De komische noot in deze film ligt er niet duimendik op, je moet het erin wíllen zien. Bijvoorbeeld in de eindeloze zoektocht naar paddenstoelen in het in werkelijk schitterende herfstkleuren gehulde bos nabij het dorp (fraai geschoten door de ervaren cinematograaf Claire Mathon). Met name de gewilde morieljes blijken een belangrijke rol te spelen in het verhaal. Ook het vrij onnozele duo politieagenten, dat de verdwijning van Vincent onderzoekt, zorgt voor een droogkomische touch. Net als de verklaringen die de hoofdverdachte in de zaak geeft, die elke keer net weer even anders zijn, waardoor het web van leugens en bedrog steeds meer in de knoop raakt. En dan is er pastoor Philippe die een allesbepalende bijdrage levert aan het verhaal.

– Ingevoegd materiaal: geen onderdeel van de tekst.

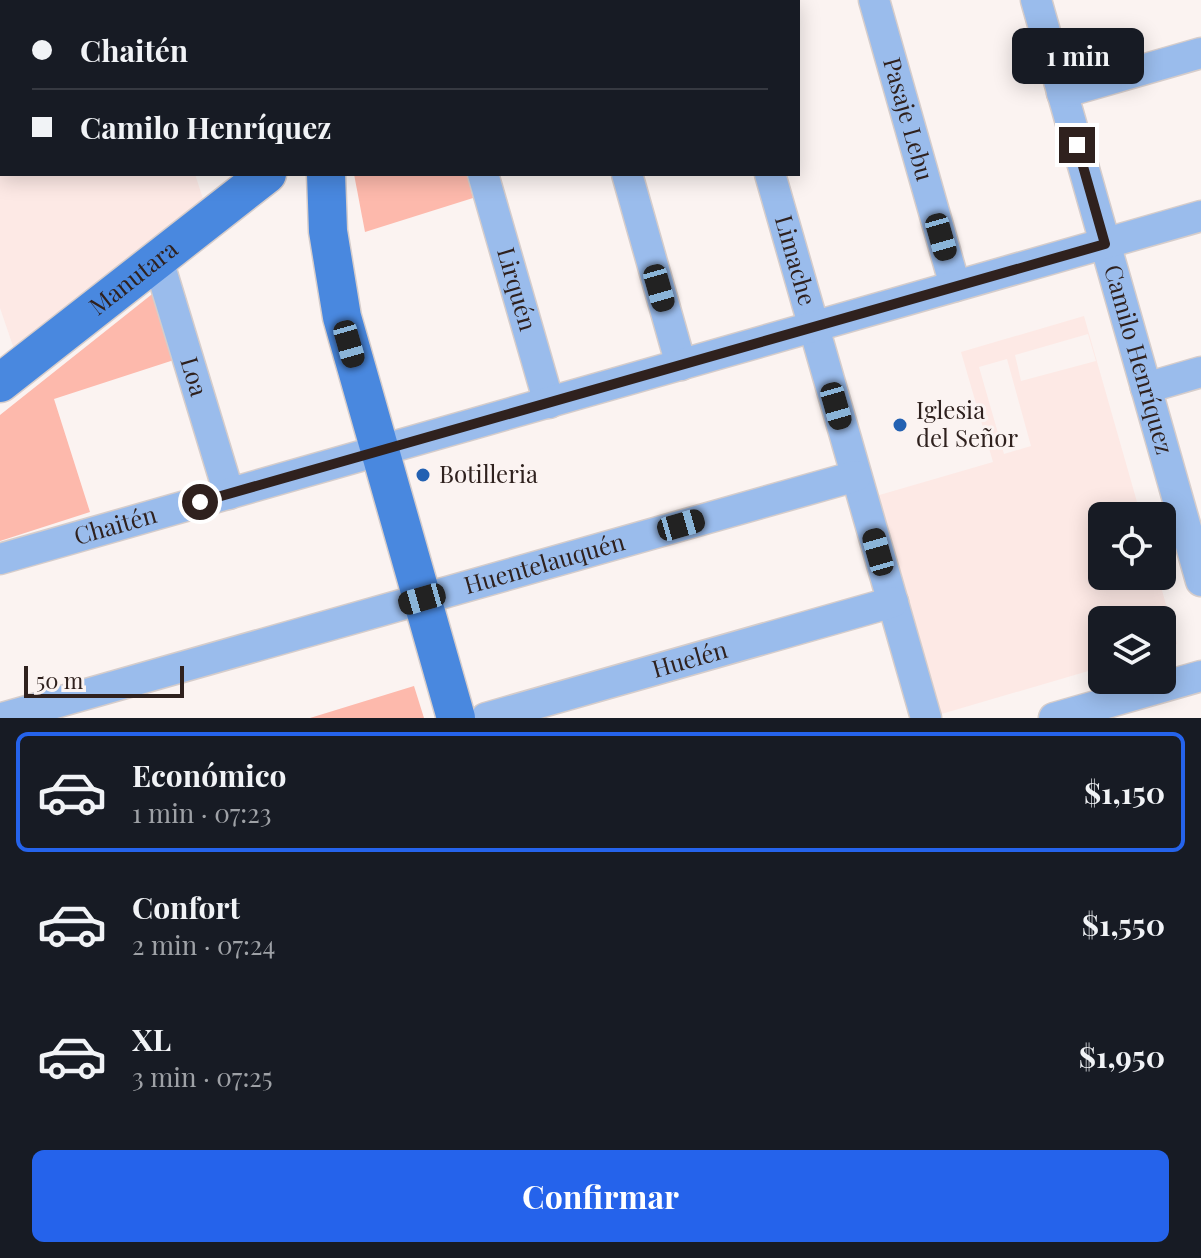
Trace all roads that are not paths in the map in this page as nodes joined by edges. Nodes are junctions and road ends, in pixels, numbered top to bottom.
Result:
1 (874, 0) edge
2 (1036, 0) edge
3 (1201, 53) edge
4 (1062, 93) junction
5 (264, 176) edge
6 (326, 176) edge
7 (484, 176) edge
8 (628, 176) edge
9 (771, 176) edge
10 (1201, 216) edge
11 (1105, 244) junction
12 (158, 260) junction
13 (955, 286) junction
14 (814, 327) junction
15 (681, 365) junction
16 (1201, 372) edge
17 (0, 383) edge
18 (1146, 388) junction
19 (549, 403) junction
20 (379, 451) junction
21 (856, 476) junction
22 (229, 494) junction
23 (1192, 515) edge
24 (0, 559) edge
25 (1201, 581) edge
26 (422, 599) junction
27 (893, 602) junction
28 (1201, 676) edge
29 (1070, 716) edge
30 (2, 718) edge
31 (456, 718) edge
32 (486, 718) edge
33 (926, 718) edge

1 - 13 street, Pasaje Lebu
2 - 4 street, Camilo Henríquez
3 - 4 street
4 - 11 street, Camilo Henríquez
5 - 12 main road, Manutara
6 - 20 main road
7 - 19 street, Lirquén
8 - 15 street
9 - 14 street, Limache
10 - 11 street, Chaitén
11 - 13 street, Chaitén
11 - 18 street, Camilo Henríquez
12 - 17 main road, Manutara
12 - 22 street, Loa
13 - 14 street, Chaitén
14 - 15 street, Chaitén
14 - 21 street, Limache
15 - 19 street, Chaitén
16 - 18 street
18 - 23 street, Camilo Henríquez
19 - 20 street, Chaitén
20 - 22 street, Chaitén
20 - 26 main road
21 - 26 street, Huentelauquén
21 - 27 street, Limache
22 - 24 street, Chaitén
23 - 25 street, Camilo Henríquez
26 - 30 street, Huentelauquén
26 - 31 main road
27 - 32 street, Huelén
27 - 33 street, Limache
28 - 29 street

Als metafoor voor de kerk als geheel, die al een paar duizend jaar misstanden vergoelijkt en allerlei gruwelijkheden met de mantel der liefde bedekt, is de pastoor hier de alwetende die het verhaal zo weet te sturen en de draaien dat hij er zelf beter van wordt. Guiraudie verpakt die religieuze huichelarij op zo’n manier in zijn verhaal, dat er niet aan te ontkomen valt.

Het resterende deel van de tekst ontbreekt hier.